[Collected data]
* * * * * * *

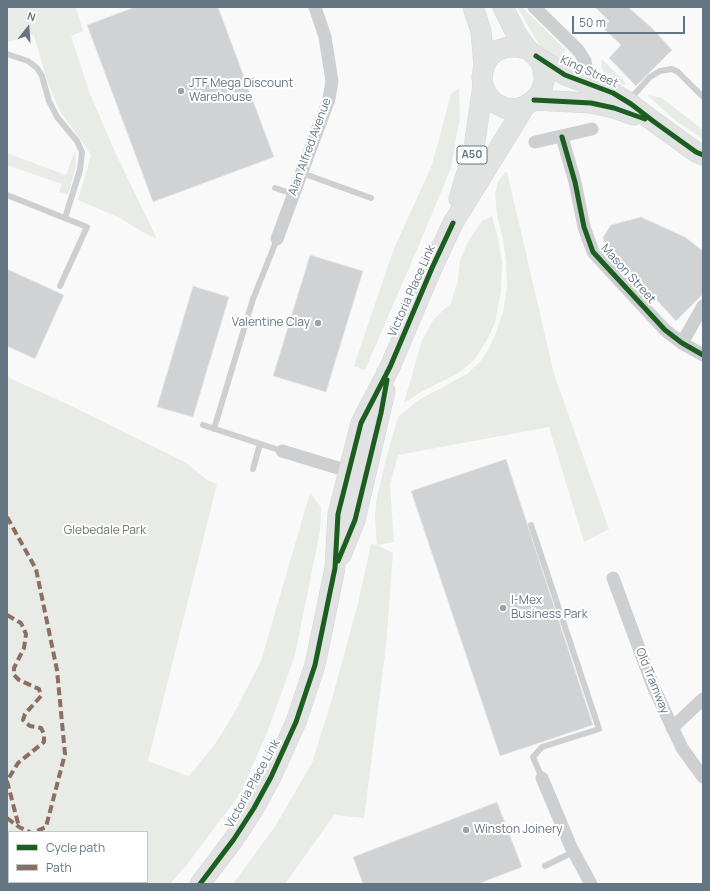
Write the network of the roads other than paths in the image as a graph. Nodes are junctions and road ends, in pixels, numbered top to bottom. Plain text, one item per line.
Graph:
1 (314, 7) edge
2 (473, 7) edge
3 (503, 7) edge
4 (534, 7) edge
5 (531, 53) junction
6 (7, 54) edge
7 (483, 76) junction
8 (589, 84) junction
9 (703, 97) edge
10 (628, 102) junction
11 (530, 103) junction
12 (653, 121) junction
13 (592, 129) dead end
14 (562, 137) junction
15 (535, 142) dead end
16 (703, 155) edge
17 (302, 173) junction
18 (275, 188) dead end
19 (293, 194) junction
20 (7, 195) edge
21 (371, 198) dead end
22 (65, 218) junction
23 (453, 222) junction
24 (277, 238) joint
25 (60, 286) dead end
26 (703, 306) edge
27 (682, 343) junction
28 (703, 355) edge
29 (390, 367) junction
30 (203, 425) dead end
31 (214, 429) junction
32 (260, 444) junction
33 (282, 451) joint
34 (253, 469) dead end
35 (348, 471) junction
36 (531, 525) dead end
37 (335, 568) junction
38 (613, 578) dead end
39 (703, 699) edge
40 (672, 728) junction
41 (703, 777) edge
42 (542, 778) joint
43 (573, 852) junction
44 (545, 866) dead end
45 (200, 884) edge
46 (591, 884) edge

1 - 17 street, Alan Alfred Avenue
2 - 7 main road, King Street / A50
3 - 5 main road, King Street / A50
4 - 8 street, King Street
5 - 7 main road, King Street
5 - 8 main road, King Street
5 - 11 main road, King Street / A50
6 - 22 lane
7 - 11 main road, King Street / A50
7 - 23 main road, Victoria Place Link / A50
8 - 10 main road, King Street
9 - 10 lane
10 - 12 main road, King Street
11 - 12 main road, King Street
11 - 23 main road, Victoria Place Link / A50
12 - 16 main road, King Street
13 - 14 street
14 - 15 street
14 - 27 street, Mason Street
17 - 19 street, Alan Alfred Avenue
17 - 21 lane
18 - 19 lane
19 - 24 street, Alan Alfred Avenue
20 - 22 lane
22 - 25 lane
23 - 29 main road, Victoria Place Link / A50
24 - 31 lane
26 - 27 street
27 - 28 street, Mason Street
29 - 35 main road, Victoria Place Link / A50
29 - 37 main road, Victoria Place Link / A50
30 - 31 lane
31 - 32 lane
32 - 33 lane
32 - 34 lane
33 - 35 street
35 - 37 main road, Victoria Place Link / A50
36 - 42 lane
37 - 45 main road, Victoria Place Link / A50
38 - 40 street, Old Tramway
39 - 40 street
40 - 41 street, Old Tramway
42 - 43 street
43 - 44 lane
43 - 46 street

* * * * * * *

No picture should be included when the data are set down again exactly.

Answer for this exercise
Write the network of the roads other than paths in the image as a graph. Nodes are junctions and road ends, in pixels, numbered top to bottom. Plain text, one item per line.
Graph:
1 (314, 7) edge
2 (473, 7) edge
3 (503, 7) edge
4 (534, 7) edge
5 (531, 53) junction
6 (7, 54) edge
7 (483, 76) junction
8 (589, 84) junction
9 (703, 97) edge
10 (628, 102) junction
11 (530, 103) junction
12 (653, 121) junction
13 (592, 129) dead end
14 (562, 137) junction
15 (535, 142) dead end
16 (703, 155) edge
17 (302, 173) junction
18 (275, 188) dead end
19 (293, 194) junction
20 (7, 195) edge
21 (371, 198) dead end
22 (65, 218) junction
23 (453, 222) junction
24 (277, 238) joint
25 (60, 286) dead end
26 (703, 306) edge
27 (682, 343) junction
28 (703, 355) edge
29 (390, 367) junction
30 (203, 425) dead end
31 (214, 429) junction
32 (260, 444) junction
33 (282, 451) joint
34 (253, 469) dead end
35 (348, 471) junction
36 (531, 525) dead end
37 (335, 568) junction
38 (613, 578) dead end
39 (703, 699) edge
40 (672, 728) junction
41 (703, 777) edge
42 (542, 778) joint
43 (573, 852) junction
44 (545, 866) dead end
45 (200, 884) edge
46 (591, 884) edge

1 - 17 street, Alan Alfred Avenue
2 - 7 main road, King Street / A50
3 - 5 main road, King Street / A50
4 - 8 street, King Street
5 - 7 main road, King Street
5 - 8 main road, King Street
5 - 11 main road, King Street / A50
6 - 22 lane
7 - 11 main road, King Street / A50
7 - 23 main road, Victoria Place Link / A50
8 - 10 main road, King Street
9 - 10 lane
10 - 12 main road, King Street
11 - 12 main road, King Street
11 - 23 main road, Victoria Place Link / A50
12 - 16 main road, King Street
13 - 14 street
14 - 15 street
14 - 27 street, Mason Street
17 - 19 street, Alan Alfred Avenue
17 - 21 lane
18 - 19 lane
19 - 24 street, Alan Alfred Avenue
20 - 22 lane
22 - 25 lane
23 - 29 main road, Victoria Place Link / A50
24 - 31 lane
26 - 27 street
27 - 28 street, Mason Street
29 - 35 main road, Victoria Place Link / A50
29 - 37 main road, Victoria Place Link / A50
30 - 31 lane
31 - 32 lane
32 - 33 lane
32 - 34 lane
33 - 35 street
35 - 37 main road, Victoria Place Link / A50
36 - 42 lane
37 - 45 main road, Victoria Place Link / A50
38 - 40 street, Old Tramway
39 - 40 street
40 - 41 street, Old Tramway
42 - 43 street
43 - 44 lane
43 - 46 street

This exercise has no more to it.